WASHINGTON — Struggling to defend his turf, National Assn. of Broadcasters prexy Edward Fritts on Wednesday took aim at a key component of FCC topper Michael Powell’s plan to rewrite media ownership rules.
Time is running short before sweeping regs governing media mergers become law, as skedded in early June.
Fritts took advantage of a luncheon gathering of FCC officials and industry leaders sponsored by the Media Institute to politely, but firmly criticize the so-called “diversity index,” a model for determining when media mergers cause unacceptable concentration in local markets.
The idea of using the index, the details of which the FCC is still developing, has gained ground in recent days.

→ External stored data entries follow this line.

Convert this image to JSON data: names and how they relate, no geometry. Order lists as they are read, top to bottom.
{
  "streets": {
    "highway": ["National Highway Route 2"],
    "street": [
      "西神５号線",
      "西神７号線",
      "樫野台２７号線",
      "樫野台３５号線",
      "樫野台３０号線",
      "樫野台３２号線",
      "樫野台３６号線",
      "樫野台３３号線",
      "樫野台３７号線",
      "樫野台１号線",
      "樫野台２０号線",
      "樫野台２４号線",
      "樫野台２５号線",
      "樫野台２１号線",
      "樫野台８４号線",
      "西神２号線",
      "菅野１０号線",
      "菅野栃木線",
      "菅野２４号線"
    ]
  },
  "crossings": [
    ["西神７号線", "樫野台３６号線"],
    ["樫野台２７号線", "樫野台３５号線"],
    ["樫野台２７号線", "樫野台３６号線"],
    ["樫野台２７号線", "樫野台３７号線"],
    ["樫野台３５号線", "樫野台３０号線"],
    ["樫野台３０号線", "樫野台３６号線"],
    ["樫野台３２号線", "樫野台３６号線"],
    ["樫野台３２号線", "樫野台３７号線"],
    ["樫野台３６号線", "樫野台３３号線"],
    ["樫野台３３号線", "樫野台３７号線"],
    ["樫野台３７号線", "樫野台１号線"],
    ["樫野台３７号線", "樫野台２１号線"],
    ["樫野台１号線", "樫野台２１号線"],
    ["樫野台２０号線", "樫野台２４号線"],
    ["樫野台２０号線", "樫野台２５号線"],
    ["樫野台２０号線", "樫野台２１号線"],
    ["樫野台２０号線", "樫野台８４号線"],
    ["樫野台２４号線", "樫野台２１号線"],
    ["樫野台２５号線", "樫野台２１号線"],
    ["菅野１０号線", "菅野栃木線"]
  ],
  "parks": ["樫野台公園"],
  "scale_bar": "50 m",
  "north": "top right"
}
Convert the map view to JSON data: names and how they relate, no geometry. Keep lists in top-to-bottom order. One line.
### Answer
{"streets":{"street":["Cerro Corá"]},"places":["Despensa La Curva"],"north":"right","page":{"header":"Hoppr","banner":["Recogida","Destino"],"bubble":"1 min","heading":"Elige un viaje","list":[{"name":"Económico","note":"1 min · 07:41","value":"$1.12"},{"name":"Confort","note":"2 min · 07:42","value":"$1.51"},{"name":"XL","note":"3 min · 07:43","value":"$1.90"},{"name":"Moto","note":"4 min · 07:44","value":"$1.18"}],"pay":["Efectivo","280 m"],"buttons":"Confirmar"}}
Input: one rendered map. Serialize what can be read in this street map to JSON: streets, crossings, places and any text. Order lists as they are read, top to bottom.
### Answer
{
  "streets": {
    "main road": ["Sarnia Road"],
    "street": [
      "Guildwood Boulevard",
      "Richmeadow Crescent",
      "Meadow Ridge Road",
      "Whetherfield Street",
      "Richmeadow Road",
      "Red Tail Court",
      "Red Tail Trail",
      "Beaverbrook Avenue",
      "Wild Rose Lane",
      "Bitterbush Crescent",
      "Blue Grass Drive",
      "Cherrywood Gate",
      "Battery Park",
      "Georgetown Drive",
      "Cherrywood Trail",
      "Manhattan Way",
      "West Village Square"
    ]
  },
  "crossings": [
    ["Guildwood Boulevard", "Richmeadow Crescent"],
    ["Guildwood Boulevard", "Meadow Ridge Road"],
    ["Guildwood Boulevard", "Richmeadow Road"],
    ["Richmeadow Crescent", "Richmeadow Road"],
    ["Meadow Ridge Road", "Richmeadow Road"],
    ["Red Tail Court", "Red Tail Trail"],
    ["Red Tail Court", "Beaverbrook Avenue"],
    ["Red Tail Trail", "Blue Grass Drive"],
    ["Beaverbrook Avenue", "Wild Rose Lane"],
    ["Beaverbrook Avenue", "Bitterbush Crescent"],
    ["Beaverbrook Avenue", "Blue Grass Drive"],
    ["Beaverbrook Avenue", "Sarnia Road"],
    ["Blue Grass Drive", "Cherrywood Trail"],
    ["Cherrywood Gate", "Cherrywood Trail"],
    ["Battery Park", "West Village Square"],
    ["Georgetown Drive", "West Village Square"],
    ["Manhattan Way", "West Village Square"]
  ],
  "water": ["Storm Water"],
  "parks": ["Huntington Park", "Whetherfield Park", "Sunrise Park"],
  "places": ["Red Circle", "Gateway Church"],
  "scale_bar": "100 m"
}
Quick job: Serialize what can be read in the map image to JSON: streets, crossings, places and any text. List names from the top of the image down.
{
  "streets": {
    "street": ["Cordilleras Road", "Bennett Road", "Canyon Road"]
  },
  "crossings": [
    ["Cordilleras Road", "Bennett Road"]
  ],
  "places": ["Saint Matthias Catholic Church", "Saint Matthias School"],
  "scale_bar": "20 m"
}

But Fritts remains extremely skeptical.
“We’ve examined the idea from many different perspectives, but we’re concerned that applying such an index will be difficult, if not impossible, to administer,” he said. “We look forward to learning more about this proposal.”
Several times during the speech, Fritts stressed that the NAB is a proponent of “modest change” when it comes to television.
In essence, the group wants to maintain a cap barring one broadcaster from owning stations that reach more than 35% of the national audience. Fritts sent a letter to the FCC reasserting that position Tuesday after one of its leading members, Belo Corp., backed away from that position, saying it could stomach a 45% bar.
But NAB also ardently defends the deregulation of the radio industry, which has lead to sprawling congloms, such as Clear Channel.
Responding to questions about the apparent inconsistency, Fritts claimed that radio and television are entirely different mediums.
“There are 1,300 commercial TV stations, compared to 13,000 radio stations,” he said.